Fast commits for ext4
Fast commits for ext4
Posted Jan 18, 2021 19:24 UTC (Mon) by tytso (subscriber, #9993)In reply to: Fast commits for ext4 by NYKevin
Parent article: Fast commits for ext4
1) Write the new contents of foo.c to foo.c.new
2) Fsync foo.c.new --- check the error return from the fsync(2) as well as the close(2)
3) Delete foo.c.bak
4) Create a hard link from foo.c to foo.c.bak
5) Rename foo.c.new on top of foo.c
This doesn't require an fsync of the directory, but it guarantees that /path/to/foo.c will either have the original contents of foo.c., or the new contents of foo.c, even if there is a crash any time during the above process. If you want portability to other Posix operating systems, including people running, say, retro versions of BSD 4.3, this is what you should do. It's what emacs and vi does, and some of the "ritual", such as making sure you check the error return from close(2), is because other wise you might lose data if you run into a quota overrun on the Andrew File System (the distributed file system developed at CMU, and used at MIT Project Athena, as well as several National Labs and financial institutions).

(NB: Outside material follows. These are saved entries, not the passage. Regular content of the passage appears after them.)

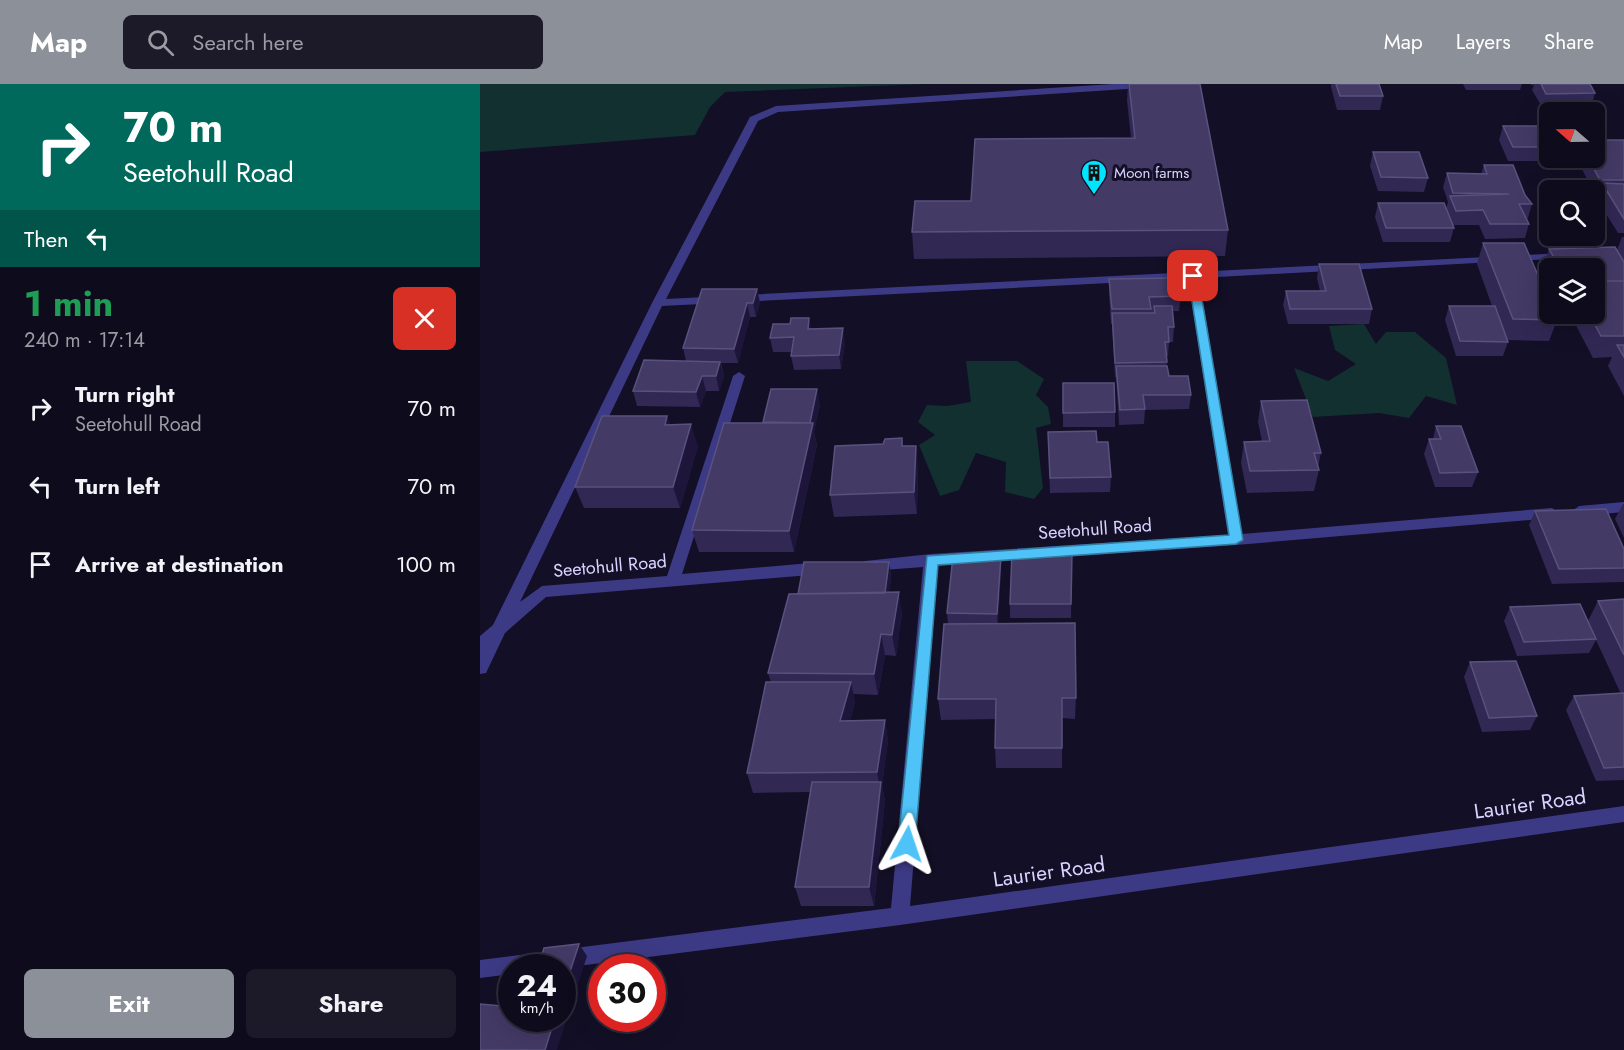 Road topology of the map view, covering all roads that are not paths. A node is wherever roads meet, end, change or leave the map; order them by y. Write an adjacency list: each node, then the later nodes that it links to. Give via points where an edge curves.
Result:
1 (1157, 84): 4 (street, via 776,109 765,113 747,130)
2 (1578, 255): 3 (street)
3 (1193, 276): 4 (street); 7 (street)
4 (658, 303): 10 (street)
5 (739, 376): 9 (street)
6 (1624, 507): 7 (street, Seetohull Road)
7 (1236, 540): 8 (street, Seetohull Road)
8 (931, 560): 9 (street, Seetohull Road); 14 (street)
9 (674, 580): 10 (street, Seetohull Road, via 542,592)
10 (500, 628): 11 (street, Seetohull Road); 12 (street)
11 (480, 645)
12 (480, 668)
13 (1624, 814): 14 (street, Laurier Road)
14 (900, 916): 15 (street, Laurier Road)
15 (480, 969)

That being said, rename is not a write barrier, but as part of the O_PONIES discussion, on a close(2) of an open which was opened with O_TRUNC, or on a rename(2) where the destination file is getting overwritten, the file being closed, or the source file of the rename will have an immediate write-out initiated. It's not going to block the rename(2) operation from returning, but it narrows the race window from 30 seconds to however long it takes to accomplish the writeout, which is typically less than a second. It's also something that was implemented informally by all of the major file systems at the time of the O_PONIES controversy, but it doesn't necessarily account for what newer file systems (for example, like bcachefs and f2fs) might decide to do, and of course, this is not applicable for what other operating systems such as MacOS might be doing.
The compromise is something that was designed to minimize performance impact, since users and applications also depend upon --- and get cranky --- when there are performance regressions, while still papering over most of the problems caused by careless application. From file system developers' perspective, the ultimate responsibility is on application writers if they think a particular file write is precious and must lost be lost after a system or application crash. After all, if the application is doing something really stupid, such as overwriting a precious file by using open(2) with O_TRUNC, because it's too much of a pain to copy over ACL's and extended attributes, so it's simpler to just use O_TRUNC and overwrite the data file and crossing your fingers. There is absolutely no way the file system can protect against application writer stupidity, but we can try to minimize the risk of damage, while not penalizing the performance of applications which are doing the right thing, and are writing, say, a scratch file.